As election officials pleaded for patience on Tuesday, Hernández’s wife, Ana García de Hernández, disclosed that the former president had been released from a US prison.

“God is faithful and never fails! Yesterday, Monday 1 December 2025, we lived a day we will never forget. After almost four years of pain, waiting and difficult trials, my husband, Juan Orlando Hernández, became a free man AGAIN, thanks to the presidential pardon granted by President Donald Trump,” she wrote.

Trump’s pardon has baffled many observers, who have questioned why the US president has used his “war on drugs” to justify overthrowing Venezuela’s dictator, Nicolás Maduro, while simultaneously freeing a man convicted of such crimes.

In Honduras, the pardon has been viewed as yet another attempt by the US president to interfere in the election.

Rixi Moncada, the candidate for the leftwing ruling party, accused Trump of “interventionism” and of “imperial, direct foreign interference” in the electoral process. Moncada served as finance minister under the current president, Xiomara Castro, who could not run again because presidential mandates are limited to a single term.

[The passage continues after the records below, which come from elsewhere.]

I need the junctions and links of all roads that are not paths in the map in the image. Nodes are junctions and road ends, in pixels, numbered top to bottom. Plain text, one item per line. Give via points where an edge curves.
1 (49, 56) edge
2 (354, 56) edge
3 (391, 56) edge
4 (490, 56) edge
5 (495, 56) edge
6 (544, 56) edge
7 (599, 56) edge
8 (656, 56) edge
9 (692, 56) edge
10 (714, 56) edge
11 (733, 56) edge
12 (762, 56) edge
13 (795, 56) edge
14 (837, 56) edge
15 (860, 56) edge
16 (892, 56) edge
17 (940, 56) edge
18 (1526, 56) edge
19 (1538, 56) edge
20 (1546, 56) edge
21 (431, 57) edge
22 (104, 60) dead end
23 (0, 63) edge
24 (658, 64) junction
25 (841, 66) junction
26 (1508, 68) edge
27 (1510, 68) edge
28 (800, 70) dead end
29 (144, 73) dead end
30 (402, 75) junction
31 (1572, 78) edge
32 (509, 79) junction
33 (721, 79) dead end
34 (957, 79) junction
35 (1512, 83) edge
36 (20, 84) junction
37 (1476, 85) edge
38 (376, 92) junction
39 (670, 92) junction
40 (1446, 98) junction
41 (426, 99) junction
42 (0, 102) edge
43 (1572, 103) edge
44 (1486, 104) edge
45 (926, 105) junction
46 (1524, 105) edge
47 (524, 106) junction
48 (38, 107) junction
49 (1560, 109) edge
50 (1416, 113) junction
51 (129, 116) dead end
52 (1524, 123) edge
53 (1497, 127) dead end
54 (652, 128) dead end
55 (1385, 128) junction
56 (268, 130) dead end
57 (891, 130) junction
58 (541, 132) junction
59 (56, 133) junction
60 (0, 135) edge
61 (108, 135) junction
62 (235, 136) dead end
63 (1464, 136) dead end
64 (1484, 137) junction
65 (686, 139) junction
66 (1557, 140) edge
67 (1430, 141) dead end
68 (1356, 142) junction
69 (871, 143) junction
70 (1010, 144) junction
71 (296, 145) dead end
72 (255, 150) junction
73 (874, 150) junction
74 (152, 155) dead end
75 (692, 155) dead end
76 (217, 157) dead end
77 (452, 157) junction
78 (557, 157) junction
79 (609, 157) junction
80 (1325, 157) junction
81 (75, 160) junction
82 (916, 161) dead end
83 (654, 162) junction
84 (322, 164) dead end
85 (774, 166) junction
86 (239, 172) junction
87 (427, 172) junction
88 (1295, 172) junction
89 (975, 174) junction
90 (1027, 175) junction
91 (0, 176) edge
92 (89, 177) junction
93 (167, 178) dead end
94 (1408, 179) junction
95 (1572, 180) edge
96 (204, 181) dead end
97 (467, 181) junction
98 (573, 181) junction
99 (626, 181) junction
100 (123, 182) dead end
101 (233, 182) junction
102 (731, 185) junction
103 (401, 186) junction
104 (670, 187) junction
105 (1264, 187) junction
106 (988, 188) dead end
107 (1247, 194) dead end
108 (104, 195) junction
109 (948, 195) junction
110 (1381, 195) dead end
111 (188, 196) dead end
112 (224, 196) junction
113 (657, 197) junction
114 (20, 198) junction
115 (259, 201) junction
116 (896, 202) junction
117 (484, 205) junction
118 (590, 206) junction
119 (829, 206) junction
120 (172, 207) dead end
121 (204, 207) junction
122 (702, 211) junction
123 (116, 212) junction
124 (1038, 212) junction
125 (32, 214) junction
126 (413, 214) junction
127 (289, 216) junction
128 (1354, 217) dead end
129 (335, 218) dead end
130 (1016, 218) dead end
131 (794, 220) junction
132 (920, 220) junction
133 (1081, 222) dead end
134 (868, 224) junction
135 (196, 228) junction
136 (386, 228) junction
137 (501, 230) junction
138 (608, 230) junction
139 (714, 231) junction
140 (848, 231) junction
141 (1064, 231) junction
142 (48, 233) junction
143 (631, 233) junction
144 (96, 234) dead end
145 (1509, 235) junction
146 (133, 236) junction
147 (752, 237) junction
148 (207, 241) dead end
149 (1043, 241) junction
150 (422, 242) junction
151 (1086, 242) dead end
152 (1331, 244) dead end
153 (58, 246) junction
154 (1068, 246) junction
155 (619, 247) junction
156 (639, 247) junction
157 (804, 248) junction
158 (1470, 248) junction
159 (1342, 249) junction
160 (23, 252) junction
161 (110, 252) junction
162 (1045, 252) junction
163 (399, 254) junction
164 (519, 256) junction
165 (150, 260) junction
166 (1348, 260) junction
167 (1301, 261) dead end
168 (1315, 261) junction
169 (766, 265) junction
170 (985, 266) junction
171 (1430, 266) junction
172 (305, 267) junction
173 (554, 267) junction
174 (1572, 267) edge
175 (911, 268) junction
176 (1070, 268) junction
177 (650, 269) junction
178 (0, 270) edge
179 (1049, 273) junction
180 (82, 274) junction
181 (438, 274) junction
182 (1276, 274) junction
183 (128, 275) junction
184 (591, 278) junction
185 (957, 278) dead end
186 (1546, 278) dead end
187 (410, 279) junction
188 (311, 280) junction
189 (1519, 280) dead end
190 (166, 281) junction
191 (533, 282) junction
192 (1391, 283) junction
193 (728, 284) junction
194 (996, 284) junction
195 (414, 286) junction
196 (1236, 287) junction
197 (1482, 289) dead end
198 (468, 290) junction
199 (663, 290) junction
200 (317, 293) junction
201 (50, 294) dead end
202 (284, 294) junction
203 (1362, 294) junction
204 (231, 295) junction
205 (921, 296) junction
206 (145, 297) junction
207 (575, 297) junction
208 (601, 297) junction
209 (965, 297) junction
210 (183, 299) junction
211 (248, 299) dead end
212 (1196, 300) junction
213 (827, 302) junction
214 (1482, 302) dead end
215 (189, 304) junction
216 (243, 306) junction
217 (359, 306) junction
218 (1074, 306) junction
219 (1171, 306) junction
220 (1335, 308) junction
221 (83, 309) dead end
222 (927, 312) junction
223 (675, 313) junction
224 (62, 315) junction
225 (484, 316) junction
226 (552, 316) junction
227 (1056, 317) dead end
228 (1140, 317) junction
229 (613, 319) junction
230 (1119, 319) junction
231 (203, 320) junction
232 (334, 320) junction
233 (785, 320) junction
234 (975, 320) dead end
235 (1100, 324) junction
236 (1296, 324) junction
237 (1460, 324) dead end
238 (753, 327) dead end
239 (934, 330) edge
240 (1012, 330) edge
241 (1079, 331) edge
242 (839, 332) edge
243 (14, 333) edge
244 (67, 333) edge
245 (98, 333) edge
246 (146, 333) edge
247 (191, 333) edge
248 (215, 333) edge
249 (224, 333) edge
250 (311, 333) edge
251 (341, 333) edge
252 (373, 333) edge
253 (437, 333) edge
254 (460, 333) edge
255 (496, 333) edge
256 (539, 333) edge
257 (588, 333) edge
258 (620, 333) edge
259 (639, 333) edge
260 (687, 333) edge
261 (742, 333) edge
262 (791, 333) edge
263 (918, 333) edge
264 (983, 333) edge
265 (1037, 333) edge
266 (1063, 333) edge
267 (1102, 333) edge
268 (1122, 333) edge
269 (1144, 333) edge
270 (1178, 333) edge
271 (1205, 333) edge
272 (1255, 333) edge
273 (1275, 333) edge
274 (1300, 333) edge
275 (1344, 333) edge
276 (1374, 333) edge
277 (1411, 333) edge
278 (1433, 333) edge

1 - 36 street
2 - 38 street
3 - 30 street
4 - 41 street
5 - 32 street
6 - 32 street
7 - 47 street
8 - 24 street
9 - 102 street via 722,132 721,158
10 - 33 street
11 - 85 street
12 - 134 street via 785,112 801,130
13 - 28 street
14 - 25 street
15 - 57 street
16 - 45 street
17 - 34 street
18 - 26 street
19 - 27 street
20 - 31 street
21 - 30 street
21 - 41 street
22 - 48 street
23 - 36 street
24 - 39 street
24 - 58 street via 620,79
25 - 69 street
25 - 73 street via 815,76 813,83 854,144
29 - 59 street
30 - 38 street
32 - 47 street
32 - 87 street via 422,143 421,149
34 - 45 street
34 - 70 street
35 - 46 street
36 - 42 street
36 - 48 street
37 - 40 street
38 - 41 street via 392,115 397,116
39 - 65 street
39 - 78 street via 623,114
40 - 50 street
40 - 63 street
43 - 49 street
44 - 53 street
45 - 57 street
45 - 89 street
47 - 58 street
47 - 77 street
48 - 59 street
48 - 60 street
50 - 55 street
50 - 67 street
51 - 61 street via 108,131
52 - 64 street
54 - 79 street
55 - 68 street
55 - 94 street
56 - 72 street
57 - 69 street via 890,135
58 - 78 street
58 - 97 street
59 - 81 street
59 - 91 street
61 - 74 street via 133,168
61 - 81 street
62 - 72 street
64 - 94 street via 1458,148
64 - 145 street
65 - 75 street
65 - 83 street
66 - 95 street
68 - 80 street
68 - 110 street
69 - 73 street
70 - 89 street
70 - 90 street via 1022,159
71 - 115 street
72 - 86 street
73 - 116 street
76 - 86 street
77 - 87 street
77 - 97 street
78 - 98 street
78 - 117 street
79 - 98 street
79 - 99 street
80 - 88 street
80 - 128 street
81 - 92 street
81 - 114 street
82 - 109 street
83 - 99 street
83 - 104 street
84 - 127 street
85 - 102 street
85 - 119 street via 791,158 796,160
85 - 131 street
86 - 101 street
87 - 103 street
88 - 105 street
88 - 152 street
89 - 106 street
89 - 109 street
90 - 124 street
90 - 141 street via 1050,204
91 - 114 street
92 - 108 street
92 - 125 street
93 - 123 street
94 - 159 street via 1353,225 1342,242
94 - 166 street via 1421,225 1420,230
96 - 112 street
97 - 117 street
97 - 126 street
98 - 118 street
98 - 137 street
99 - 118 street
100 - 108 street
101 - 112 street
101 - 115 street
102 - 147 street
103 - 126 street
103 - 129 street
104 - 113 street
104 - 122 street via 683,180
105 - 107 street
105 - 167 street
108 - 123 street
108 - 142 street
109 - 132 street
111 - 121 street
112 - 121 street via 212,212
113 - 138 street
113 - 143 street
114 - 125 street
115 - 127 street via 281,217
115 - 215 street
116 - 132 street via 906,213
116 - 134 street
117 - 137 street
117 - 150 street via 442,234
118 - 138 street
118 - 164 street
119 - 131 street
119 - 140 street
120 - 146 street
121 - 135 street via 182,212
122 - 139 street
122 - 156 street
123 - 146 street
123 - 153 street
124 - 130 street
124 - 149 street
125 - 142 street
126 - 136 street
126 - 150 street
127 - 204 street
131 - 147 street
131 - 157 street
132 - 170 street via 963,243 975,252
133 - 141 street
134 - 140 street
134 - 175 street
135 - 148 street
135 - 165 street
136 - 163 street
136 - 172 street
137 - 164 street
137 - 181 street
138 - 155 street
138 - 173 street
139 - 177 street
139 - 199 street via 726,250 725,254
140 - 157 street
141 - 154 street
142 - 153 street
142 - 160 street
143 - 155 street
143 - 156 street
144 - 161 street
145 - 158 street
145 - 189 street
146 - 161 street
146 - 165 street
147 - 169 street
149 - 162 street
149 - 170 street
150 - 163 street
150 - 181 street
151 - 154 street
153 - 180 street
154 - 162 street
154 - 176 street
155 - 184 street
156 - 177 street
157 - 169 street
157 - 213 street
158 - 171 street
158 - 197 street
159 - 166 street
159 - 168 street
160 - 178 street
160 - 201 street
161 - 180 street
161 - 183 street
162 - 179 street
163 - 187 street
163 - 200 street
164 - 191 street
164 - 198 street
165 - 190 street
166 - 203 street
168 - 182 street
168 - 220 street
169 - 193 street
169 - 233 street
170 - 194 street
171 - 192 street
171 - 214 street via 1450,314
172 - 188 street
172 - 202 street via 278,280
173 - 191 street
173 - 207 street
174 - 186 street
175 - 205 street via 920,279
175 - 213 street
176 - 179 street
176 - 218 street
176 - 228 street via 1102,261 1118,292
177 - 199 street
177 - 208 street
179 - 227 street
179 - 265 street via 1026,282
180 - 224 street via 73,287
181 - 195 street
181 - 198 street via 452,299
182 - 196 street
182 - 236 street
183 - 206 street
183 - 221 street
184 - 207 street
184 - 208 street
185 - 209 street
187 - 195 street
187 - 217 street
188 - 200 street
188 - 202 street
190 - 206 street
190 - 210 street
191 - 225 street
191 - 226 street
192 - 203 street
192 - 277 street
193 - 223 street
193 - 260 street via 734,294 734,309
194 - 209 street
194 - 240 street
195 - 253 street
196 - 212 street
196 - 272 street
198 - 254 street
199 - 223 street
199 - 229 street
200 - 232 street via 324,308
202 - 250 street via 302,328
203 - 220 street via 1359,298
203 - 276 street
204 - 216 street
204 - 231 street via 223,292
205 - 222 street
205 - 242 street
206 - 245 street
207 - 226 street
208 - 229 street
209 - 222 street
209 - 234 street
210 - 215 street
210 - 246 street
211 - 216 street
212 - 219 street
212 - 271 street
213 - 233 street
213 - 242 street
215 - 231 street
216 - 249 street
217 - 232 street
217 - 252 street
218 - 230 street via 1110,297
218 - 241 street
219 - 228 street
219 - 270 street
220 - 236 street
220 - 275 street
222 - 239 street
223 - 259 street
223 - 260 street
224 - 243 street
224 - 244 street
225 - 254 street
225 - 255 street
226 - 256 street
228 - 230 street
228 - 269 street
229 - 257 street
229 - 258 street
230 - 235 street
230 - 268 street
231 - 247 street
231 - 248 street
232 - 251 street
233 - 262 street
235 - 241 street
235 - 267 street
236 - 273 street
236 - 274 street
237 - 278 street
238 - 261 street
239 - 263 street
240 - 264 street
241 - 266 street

Before the election, Trump had claimed Moncada was “a communist” and that her victory would hand the country to “Maduro and his narco-terrorists”.

When the release of results was suspended on Monday, Moncada was trailing in a distant third place with 19.16% of the vote. Asfura was on 39.91%, closely followed by Salvador Nasralla, also a rightwinger, on 39.89%.

Nasralla, an experienced politician and TV host who served as Castro’s vice-president before breaking away to launch his own presidential attempt, was labelled by Trump as a “borderline communist” who was running only to split the vote between Moncada and Asfura.

The electoral court has up to 30 days to announce the outcome. All three candidates have voiced concern about the delay and urged greater speed.

“Let’s not keep the country waiting, on edge,” said Asfura.